On Thu, Apr 2, 2015 at 11:09 AM, Keean Schupke <[email protected]> wrote:
> On 2 April 2015 at 15:57, Matt Oliveri <[email protected]> wrote:
>>
>> > If mathematics is founded on type-theory, and everything in mathematics
>> > can
>> > be constructed from it, then of course numbers are types.
>>
>> If you insist on thinking of everything as a type, you're not going to
>> get into any contradictions, but the fact remains that most languages
>> do not consider everything to be a type, so you won't get much use out
>> of your point of view.
>>
>> You still have not provided any reason why BitC should allow True and
>> False (the elements of the Bool kind, and the y and n for arrows) to
>> be used as types.
>
> They are types, but they can't be used as _Types.
>
> because instead of:
>
> (->) : * -> * -> *
>
> we have:
>
> (->) : _Bool -> _Type -> _Type -> _Type

OK, so they're not types in any useful sense.

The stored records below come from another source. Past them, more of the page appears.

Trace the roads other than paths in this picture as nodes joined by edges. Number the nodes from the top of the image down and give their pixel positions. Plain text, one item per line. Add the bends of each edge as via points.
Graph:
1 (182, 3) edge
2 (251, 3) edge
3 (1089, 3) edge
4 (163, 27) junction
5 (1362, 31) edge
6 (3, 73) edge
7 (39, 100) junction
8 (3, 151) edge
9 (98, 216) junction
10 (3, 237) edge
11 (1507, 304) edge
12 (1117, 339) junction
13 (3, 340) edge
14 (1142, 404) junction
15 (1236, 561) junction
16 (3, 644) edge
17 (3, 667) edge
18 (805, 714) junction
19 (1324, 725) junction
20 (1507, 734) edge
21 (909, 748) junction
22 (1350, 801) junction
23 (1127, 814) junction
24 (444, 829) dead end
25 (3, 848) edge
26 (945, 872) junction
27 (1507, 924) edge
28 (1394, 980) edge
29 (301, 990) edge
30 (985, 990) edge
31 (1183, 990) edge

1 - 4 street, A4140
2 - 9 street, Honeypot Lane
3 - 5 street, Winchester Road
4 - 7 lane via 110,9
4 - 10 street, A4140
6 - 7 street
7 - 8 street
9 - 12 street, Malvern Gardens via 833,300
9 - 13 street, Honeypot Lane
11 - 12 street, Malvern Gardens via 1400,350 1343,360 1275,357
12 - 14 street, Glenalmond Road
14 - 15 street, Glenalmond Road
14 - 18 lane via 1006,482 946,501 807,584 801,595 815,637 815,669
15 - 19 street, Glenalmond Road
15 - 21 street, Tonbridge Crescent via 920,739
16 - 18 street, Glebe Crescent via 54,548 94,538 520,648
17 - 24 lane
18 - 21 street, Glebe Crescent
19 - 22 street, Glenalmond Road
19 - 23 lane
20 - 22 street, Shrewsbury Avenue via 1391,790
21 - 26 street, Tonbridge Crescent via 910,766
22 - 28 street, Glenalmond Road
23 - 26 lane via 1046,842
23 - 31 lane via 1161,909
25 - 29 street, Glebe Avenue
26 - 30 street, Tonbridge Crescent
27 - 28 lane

> Where _Type (a universe 1 type) contains (universe 0 types: Int, Float,
> etc...).
>
> and _Bool (a universe 1 type) contains (universe 0 types: True, False).

I think you're still using the term "universe" wrong. A universe is a
type whose elements are types. (If you think of everything as a type,
then everything is also a universe. How silly.) So _Type is a
universe, for example. If _Type contains Int, then Int's universe is
_Type. But you are referring to "universe 1" and "universe 0". Why?
What is their role?

> You would not infer True or False from any values, and if the user did
> explicitly use them:
>
> type X = True
>
> The are just creating an alias.

Because True and False cannot be the domain of a function, (from the
kind of (->)) why should we treat them as types in this way? I don't
mind you privately thinking of everything as a type, but please don't
let that be a reason to recommend useless quirks like this.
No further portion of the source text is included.